▸ Problem requirements:
The expected answer is every line of the material that contains the word "Simion".

▸ Records shown:
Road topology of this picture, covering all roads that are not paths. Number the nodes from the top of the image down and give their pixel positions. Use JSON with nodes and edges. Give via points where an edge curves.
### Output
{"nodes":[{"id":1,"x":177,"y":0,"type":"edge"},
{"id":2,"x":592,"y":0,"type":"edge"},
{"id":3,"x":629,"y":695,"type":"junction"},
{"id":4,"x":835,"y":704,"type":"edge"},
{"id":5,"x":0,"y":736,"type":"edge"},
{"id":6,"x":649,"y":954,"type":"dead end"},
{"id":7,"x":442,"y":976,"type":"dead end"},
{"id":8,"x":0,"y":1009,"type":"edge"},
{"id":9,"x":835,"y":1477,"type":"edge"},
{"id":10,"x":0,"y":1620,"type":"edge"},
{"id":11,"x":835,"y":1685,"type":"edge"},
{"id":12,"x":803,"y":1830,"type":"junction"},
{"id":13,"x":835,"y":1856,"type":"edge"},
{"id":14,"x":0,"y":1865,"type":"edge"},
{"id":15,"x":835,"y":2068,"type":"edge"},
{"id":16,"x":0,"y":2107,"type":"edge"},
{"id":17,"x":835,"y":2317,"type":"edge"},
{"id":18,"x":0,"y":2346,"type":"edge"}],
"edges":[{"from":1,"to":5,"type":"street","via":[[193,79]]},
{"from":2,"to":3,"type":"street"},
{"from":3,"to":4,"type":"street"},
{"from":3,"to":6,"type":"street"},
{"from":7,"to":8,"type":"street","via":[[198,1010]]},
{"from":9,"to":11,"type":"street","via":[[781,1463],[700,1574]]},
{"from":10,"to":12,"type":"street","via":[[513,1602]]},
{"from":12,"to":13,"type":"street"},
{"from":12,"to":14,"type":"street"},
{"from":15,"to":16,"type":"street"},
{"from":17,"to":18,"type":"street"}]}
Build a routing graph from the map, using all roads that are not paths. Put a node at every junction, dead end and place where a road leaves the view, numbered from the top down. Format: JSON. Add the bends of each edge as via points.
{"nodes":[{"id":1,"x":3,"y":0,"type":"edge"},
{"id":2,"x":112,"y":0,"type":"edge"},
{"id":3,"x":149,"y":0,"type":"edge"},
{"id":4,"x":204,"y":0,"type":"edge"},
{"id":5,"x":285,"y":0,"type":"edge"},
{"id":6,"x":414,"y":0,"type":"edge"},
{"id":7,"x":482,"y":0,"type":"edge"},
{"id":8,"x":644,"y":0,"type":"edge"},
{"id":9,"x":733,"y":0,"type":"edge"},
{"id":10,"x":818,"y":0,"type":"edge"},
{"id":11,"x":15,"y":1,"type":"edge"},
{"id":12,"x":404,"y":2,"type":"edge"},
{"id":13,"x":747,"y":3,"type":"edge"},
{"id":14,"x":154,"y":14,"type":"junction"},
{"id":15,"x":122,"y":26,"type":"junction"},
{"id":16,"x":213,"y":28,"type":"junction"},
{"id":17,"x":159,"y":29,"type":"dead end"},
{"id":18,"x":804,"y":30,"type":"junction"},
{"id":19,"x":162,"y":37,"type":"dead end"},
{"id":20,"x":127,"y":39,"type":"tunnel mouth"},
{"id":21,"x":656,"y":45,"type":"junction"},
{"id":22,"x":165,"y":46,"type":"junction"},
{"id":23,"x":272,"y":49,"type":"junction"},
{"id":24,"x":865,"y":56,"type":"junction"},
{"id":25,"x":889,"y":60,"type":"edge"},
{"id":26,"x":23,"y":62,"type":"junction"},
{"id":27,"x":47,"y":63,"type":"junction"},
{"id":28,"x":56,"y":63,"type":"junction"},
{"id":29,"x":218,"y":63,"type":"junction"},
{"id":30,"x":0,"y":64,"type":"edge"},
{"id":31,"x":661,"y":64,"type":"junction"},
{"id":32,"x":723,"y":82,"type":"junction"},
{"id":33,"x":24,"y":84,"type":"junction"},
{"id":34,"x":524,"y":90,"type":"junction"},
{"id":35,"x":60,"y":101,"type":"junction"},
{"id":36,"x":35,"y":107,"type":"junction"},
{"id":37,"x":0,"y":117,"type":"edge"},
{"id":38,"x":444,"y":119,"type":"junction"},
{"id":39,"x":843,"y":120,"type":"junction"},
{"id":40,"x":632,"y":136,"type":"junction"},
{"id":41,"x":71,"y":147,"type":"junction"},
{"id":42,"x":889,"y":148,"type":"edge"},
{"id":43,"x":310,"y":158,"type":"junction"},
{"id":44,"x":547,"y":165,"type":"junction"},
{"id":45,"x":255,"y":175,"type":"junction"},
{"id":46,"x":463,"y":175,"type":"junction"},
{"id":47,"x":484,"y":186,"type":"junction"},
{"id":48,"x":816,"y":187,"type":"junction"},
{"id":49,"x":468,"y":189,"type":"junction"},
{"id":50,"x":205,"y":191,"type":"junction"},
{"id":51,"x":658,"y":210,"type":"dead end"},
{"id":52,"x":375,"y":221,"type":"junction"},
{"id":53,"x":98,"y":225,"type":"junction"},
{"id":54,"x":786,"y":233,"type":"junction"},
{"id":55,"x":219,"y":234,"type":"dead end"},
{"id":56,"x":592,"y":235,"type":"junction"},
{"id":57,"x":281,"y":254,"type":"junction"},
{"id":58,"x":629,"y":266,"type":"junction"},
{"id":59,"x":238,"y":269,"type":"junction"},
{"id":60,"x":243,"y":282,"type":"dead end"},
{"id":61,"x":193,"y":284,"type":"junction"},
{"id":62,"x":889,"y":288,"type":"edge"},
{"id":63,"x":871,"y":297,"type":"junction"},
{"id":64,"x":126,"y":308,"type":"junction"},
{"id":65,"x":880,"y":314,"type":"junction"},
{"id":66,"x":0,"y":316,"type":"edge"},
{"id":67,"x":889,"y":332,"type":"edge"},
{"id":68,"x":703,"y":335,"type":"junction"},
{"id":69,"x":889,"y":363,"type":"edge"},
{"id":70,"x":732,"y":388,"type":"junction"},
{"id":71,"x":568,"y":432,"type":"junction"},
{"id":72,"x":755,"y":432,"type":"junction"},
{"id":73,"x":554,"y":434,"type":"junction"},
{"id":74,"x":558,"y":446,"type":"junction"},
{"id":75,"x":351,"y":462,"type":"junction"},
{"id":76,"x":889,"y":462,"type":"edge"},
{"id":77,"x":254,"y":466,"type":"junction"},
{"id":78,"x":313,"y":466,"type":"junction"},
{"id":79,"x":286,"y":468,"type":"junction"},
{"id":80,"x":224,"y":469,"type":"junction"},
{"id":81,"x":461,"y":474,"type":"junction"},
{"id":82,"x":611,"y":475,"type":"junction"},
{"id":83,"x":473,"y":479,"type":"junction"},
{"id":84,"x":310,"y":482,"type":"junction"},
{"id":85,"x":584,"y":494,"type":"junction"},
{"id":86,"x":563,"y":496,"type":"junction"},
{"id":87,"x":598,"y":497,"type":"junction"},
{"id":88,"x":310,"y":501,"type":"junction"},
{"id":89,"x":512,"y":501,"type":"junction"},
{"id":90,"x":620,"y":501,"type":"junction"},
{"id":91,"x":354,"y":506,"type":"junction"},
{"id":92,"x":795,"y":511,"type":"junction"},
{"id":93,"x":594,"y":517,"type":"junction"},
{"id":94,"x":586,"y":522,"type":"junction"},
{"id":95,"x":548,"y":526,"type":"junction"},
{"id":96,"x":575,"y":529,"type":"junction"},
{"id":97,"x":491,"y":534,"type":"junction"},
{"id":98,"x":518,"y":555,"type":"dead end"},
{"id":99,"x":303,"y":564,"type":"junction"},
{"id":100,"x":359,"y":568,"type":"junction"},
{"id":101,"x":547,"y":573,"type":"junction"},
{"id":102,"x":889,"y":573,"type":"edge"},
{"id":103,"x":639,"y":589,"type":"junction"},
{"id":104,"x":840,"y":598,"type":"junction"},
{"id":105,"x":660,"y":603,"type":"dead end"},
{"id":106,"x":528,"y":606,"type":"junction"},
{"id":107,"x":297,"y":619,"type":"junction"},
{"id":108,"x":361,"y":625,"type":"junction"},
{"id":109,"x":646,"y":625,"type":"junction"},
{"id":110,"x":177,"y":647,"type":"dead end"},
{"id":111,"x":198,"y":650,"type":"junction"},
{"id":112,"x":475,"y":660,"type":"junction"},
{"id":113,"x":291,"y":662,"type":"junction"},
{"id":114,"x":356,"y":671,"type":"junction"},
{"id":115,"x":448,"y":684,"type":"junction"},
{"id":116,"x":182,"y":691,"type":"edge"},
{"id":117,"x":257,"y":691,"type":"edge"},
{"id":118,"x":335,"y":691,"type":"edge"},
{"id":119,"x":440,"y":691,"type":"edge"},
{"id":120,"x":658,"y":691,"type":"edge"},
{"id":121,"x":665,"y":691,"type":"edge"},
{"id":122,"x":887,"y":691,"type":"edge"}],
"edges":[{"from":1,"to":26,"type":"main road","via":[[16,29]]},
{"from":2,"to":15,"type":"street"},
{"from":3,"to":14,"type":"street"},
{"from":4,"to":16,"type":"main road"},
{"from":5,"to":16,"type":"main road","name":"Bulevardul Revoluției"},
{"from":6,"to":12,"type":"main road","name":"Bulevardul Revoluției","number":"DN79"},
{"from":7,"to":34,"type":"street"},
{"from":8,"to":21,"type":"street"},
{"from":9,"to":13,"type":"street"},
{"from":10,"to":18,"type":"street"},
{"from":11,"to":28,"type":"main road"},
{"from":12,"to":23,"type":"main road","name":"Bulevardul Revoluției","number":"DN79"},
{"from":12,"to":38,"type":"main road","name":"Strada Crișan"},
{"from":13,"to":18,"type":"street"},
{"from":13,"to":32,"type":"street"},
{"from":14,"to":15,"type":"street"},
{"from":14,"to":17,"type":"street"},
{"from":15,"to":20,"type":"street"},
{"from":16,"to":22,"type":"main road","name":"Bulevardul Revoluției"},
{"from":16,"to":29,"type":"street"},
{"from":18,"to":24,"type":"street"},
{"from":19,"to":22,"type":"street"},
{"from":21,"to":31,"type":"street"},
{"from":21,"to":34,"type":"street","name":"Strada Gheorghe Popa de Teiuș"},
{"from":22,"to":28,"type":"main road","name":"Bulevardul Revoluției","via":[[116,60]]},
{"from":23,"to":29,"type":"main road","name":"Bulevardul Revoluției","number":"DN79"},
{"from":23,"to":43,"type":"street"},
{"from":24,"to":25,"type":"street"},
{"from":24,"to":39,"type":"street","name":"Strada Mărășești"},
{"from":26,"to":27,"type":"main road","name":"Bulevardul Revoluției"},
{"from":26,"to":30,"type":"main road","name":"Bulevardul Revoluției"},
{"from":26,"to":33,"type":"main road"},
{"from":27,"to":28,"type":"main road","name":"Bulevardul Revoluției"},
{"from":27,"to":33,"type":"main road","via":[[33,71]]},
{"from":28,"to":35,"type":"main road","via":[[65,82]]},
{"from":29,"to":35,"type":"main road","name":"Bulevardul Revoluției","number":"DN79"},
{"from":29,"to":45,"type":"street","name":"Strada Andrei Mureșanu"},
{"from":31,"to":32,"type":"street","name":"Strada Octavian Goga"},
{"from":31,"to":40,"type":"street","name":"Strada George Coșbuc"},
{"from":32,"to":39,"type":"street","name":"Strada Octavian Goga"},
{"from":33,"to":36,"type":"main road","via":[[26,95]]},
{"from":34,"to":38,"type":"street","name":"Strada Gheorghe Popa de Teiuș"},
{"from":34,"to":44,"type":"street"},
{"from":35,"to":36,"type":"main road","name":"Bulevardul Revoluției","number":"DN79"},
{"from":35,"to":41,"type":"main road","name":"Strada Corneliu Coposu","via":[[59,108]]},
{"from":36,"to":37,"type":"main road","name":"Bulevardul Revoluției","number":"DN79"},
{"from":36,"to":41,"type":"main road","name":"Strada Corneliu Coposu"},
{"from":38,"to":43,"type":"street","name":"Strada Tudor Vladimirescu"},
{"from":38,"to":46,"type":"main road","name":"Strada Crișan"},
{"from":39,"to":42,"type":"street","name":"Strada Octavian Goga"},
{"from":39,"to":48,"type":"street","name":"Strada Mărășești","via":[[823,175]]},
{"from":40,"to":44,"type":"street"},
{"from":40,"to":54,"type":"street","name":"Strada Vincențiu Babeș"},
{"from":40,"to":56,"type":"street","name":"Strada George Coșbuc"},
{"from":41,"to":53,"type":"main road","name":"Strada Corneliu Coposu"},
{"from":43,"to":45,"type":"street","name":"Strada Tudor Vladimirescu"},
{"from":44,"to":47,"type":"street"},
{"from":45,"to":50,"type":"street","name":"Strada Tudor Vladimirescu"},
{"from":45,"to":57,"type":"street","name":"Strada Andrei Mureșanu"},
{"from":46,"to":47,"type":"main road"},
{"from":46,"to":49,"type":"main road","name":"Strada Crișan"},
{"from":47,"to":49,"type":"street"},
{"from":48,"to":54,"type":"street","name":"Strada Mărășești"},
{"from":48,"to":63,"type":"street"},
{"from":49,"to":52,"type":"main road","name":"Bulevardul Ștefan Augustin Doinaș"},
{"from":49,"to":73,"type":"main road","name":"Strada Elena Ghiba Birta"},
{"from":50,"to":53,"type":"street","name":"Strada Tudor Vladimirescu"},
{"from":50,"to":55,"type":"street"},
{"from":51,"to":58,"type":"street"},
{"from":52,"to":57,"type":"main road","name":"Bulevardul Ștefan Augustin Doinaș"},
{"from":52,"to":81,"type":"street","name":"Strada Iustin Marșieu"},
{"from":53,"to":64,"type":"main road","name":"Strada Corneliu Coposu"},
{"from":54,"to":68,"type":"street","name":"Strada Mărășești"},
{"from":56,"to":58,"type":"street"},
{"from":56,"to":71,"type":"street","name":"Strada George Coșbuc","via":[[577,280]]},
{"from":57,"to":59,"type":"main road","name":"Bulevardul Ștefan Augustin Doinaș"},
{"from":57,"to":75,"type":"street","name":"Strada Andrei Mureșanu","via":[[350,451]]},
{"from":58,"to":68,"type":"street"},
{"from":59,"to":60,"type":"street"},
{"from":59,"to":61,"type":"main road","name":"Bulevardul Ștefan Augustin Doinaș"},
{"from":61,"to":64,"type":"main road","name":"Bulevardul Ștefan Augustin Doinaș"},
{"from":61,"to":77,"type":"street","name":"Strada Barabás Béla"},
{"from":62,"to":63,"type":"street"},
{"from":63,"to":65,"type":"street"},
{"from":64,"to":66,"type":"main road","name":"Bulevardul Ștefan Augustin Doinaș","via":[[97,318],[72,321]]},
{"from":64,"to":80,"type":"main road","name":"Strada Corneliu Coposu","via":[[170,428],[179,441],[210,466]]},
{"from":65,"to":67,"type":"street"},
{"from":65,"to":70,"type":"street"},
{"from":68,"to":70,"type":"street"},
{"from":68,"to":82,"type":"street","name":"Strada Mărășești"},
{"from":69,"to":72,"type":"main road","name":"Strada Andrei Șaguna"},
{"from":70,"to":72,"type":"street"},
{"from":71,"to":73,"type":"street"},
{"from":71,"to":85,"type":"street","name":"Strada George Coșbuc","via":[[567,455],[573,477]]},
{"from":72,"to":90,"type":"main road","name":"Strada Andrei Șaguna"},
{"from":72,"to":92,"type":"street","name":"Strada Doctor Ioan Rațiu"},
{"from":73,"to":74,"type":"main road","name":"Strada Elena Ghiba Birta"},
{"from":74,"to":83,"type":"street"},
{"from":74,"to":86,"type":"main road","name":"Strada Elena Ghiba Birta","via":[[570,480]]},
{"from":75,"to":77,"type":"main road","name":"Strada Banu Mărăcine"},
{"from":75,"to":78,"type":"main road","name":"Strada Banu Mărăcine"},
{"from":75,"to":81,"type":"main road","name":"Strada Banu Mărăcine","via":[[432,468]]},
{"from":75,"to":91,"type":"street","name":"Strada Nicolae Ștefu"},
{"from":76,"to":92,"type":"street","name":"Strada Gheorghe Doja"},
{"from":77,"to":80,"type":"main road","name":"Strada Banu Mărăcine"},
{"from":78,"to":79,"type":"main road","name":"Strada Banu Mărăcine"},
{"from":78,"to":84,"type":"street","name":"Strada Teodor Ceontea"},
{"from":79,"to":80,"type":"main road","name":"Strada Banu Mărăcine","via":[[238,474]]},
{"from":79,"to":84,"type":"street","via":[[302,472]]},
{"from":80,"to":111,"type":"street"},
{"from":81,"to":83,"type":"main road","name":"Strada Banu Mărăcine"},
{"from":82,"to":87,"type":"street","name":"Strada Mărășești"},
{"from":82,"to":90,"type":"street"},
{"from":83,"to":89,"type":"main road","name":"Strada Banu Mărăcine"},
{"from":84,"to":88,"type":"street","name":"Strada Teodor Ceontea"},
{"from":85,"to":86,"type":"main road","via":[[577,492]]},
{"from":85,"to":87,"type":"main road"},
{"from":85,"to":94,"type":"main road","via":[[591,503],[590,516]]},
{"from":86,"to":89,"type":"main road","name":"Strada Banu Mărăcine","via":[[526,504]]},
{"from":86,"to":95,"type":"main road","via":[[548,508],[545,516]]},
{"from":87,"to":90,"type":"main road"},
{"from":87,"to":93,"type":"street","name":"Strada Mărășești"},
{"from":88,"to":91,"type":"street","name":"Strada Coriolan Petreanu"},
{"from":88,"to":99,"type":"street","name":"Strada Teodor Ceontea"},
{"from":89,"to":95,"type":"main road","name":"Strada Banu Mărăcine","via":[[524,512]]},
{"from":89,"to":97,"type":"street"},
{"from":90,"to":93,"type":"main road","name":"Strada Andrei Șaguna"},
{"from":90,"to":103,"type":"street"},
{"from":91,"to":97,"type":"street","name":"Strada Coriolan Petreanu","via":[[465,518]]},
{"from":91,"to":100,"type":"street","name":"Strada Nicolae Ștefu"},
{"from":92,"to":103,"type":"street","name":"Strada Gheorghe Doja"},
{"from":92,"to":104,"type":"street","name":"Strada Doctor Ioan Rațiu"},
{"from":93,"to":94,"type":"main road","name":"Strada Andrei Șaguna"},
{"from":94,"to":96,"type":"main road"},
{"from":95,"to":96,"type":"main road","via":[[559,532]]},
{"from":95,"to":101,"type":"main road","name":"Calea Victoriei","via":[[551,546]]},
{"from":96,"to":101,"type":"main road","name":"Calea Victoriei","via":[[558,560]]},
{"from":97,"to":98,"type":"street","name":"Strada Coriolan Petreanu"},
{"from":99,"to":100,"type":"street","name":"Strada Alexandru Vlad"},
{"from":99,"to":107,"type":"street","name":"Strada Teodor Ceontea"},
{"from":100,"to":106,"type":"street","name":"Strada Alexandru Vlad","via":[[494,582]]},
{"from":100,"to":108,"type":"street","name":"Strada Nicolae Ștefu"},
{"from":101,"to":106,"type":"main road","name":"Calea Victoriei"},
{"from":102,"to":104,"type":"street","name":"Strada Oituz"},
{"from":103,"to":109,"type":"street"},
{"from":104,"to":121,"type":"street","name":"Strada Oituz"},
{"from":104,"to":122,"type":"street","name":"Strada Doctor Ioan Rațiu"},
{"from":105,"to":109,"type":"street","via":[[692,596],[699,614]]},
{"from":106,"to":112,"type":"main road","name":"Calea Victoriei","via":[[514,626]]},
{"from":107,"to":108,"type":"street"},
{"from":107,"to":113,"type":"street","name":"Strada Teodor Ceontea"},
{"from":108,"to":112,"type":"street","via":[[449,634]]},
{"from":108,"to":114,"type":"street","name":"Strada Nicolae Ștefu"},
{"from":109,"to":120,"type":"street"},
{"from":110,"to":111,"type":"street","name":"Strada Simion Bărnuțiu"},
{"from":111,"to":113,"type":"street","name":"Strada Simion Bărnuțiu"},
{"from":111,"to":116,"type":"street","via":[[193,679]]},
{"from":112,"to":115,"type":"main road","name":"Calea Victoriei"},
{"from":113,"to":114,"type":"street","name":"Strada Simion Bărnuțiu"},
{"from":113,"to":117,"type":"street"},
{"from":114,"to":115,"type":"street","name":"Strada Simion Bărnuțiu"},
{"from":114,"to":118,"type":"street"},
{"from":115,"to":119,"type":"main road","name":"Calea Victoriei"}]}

▸ Exercise response:
{"from":110,"to":111,"type":"street","name":"Strada Simion Bărnuțiu"},
{"from":111,"to":113,"type":"street","name":"Strada Simion Bărnuțiu"},
{"from":113,"to":114,"type":"street","name":"Strada Simion Bărnuțiu"},
{"from":114,"to":115,"type":"street","name":"Strada Simion Bărnuțiu"},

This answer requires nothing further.